## Source data

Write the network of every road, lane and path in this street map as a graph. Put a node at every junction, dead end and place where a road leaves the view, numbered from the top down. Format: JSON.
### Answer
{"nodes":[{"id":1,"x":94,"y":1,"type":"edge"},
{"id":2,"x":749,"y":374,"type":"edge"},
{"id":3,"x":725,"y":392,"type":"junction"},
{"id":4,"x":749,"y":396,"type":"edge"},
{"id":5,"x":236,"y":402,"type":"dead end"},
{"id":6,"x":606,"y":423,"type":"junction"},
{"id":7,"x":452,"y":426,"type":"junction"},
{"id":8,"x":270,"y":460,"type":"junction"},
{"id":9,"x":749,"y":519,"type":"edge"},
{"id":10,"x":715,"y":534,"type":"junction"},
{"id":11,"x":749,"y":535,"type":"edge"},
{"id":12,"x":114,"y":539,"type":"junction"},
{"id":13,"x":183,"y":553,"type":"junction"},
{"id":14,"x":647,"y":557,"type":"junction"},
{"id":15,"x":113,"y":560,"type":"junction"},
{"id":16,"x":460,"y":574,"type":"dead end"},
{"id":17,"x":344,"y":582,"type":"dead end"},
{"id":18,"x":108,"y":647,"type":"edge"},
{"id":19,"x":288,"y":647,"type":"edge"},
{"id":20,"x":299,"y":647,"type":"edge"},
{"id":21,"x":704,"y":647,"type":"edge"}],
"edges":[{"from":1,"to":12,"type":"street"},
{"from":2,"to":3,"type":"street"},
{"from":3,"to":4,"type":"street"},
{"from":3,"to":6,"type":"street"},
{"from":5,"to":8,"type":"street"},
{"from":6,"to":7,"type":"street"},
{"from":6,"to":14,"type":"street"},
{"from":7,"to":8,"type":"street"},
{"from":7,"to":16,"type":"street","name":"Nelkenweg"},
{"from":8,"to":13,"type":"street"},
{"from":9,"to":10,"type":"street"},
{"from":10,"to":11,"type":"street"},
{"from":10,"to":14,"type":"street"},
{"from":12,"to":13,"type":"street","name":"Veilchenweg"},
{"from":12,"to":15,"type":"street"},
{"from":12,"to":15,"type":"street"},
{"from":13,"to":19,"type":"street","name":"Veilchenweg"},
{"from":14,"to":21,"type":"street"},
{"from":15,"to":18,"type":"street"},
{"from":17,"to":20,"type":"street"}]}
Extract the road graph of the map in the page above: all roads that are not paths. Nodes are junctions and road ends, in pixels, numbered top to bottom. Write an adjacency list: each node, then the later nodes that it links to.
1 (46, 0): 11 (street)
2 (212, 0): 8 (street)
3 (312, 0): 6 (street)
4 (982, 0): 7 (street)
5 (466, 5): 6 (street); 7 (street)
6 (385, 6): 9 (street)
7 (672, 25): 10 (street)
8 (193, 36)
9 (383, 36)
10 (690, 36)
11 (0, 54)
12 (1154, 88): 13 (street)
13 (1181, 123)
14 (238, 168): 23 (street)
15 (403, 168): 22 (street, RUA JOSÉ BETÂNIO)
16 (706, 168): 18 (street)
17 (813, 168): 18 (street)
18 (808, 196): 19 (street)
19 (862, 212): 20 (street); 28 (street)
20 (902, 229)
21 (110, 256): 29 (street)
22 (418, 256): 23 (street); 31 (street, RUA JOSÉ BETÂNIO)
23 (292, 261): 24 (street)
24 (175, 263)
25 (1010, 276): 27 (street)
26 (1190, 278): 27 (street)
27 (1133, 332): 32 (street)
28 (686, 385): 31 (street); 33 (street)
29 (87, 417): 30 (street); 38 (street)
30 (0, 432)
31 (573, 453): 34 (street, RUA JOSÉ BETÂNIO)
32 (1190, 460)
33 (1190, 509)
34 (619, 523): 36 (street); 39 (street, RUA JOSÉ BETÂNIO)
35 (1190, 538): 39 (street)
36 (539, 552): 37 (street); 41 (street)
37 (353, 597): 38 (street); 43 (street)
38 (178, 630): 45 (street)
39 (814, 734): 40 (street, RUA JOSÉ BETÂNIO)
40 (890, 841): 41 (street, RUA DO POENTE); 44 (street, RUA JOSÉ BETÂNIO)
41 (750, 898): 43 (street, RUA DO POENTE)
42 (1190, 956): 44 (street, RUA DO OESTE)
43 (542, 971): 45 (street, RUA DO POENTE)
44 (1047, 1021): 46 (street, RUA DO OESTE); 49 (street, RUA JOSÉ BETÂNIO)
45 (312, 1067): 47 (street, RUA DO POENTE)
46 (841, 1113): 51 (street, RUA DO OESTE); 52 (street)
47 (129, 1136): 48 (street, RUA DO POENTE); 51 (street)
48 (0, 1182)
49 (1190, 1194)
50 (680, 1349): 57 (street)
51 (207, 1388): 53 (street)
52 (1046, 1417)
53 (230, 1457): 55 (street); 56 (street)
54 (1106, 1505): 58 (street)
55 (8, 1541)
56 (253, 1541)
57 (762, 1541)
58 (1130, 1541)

## Work request
The answer must consist of all the entries, copied exactly.

## Output of the exercise
Write the network of every road, lane and path in this street map as a graph. Put a node at every junction, dead end and place where a road leaves the view, numbered from the top down. Format: JSON.
### Answer
{"nodes":[{"id":1,"x":94,"y":1,"type":"edge"},
{"id":2,"x":749,"y":374,"type":"edge"},
{"id":3,"x":725,"y":392,"type":"junction"},
{"id":4,"x":749,"y":396,"type":"edge"},
{"id":5,"x":236,"y":402,"type":"dead end"},
{"id":6,"x":606,"y":423,"type":"junction"},
{"id":7,"x":452,"y":426,"type":"junction"},
{"id":8,"x":270,"y":460,"type":"junction"},
{"id":9,"x":749,"y":519,"type":"edge"},
{"id":10,"x":715,"y":534,"type":"junction"},
{"id":11,"x":749,"y":535,"type":"edge"},
{"id":12,"x":114,"y":539,"type":"junction"},
{"id":13,"x":183,"y":553,"type":"junction"},
{"id":14,"x":647,"y":557,"type":"junction"},
{"id":15,"x":113,"y":560,"type":"junction"},
{"id":16,"x":460,"y":574,"type":"dead end"},
{"id":17,"x":344,"y":582,"type":"dead end"},
{"id":18,"x":108,"y":647,"type":"edge"},
{"id":19,"x":288,"y":647,"type":"edge"},
{"id":20,"x":299,"y":647,"type":"edge"},
{"id":21,"x":704,"y":647,"type":"edge"}],
"edges":[{"from":1,"to":12,"type":"street"},
{"from":2,"to":3,"type":"street"},
{"from":3,"to":4,"type":"street"},
{"from":3,"to":6,"type":"street"},
{"from":5,"to":8,"type":"street"},
{"from":6,"to":7,"type":"street"},
{"from":6,"to":14,"type":"street"},
{"from":7,"to":8,"type":"street"},
{"from":7,"to":16,"type":"street","name":"Nelkenweg"},
{"from":8,"to":13,"type":"street"},
{"from":9,"to":10,"type":"street"},
{"from":10,"to":11,"type":"street"},
{"from":10,"to":14,"type":"street"},
{"from":12,"to":13,"type":"street","name":"Veilchenweg"},
{"from":12,"to":15,"type":"street"},
{"from":12,"to":15,"type":"street"},
{"from":13,"to":19,"type":"street","name":"Veilchenweg"},
{"from":14,"to":21,"type":"street"},
{"from":15,"to":18,"type":"street"},
{"from":17,"to":20,"type":"street"}]}
Extract the road graph of the map in the page above: all roads that are not paths. Nodes are junctions and road ends, in pixels, numbered top to bottom. Write an adjacency list: each node, then the later nodes that it links to.
1 (46, 0): 11 (street)
2 (212, 0): 8 (street)
3 (312, 0): 6 (street)
4 (982, 0): 7 (street)
5 (466, 5): 6 (street); 7 (street)
6 (385, 6): 9 (street)
7 (672, 25): 10 (street)
8 (193, 36)
9 (383, 36)
10 (690, 36)
11 (0, 54)
12 (1154, 88): 13 (street)
13 (1181, 123)
14 (238, 168): 23 (street)
15 (403, 168): 22 (street, RUA JOSÉ BETÂNIO)
16 (706, 168): 18 (street)
17 (813, 168): 18 (street)
18 (808, 196): 19 (street)
19 (862, 212): 20 (street); 28 (street)
20 (902, 229)
21 (110, 256): 29 (street)
22 (418, 256): 23 (street); 31 (street, RUA JOSÉ BETÂNIO)
23 (292, 261): 24 (street)
24 (175, 263)
25 (1010, 276): 27 (street)
26 (1190, 278): 27 (street)
27 (1133, 332): 32 (street)
28 (686, 385): 31 (street); 33 (street)
29 (87, 417): 30 (street); 38 (street)
30 (0, 432)
31 (573, 453): 34 (street, RUA JOSÉ BETÂNIO)
32 (1190, 460)
33 (1190, 509)
34 (619, 523): 36 (street); 39 (street, RUA JOSÉ BETÂNIO)
35 (1190, 538): 39 (street)
36 (539, 552): 37 (street); 41 (street)
37 (353, 597): 38 (street); 43 (street)
38 (178, 630): 45 (street)
39 (814, 734): 40 (street, RUA JOSÉ BETÂNIO)
40 (890, 841): 41 (street, RUA DO POENTE); 44 (street, RUA JOSÉ BETÂNIO)
41 (750, 898): 43 (street, RUA DO POENTE)
42 (1190, 956): 44 (street, RUA DO OESTE)
43 (542, 971): 45 (street, RUA DO POENTE)
44 (1047, 1021): 46 (street, RUA DO OESTE); 49 (street, RUA JOSÉ BETÂNIO)
45 (312, 1067): 47 (street, RUA DO POENTE)
46 (841, 1113): 51 (street, RUA DO OESTE); 52 (street)
47 (129, 1136): 48 (street, RUA DO POENTE); 51 (street)
48 (0, 1182)
49 (1190, 1194)
50 (680, 1349): 57 (street)
51 (207, 1388): 53 (street)
52 (1046, 1417)
53 (230, 1457): 55 (street); 56 (street)
54 (1106, 1505): 58 (street)
55 (8, 1541)
56 (253, 1541)
57 (762, 1541)
58 (1130, 1541)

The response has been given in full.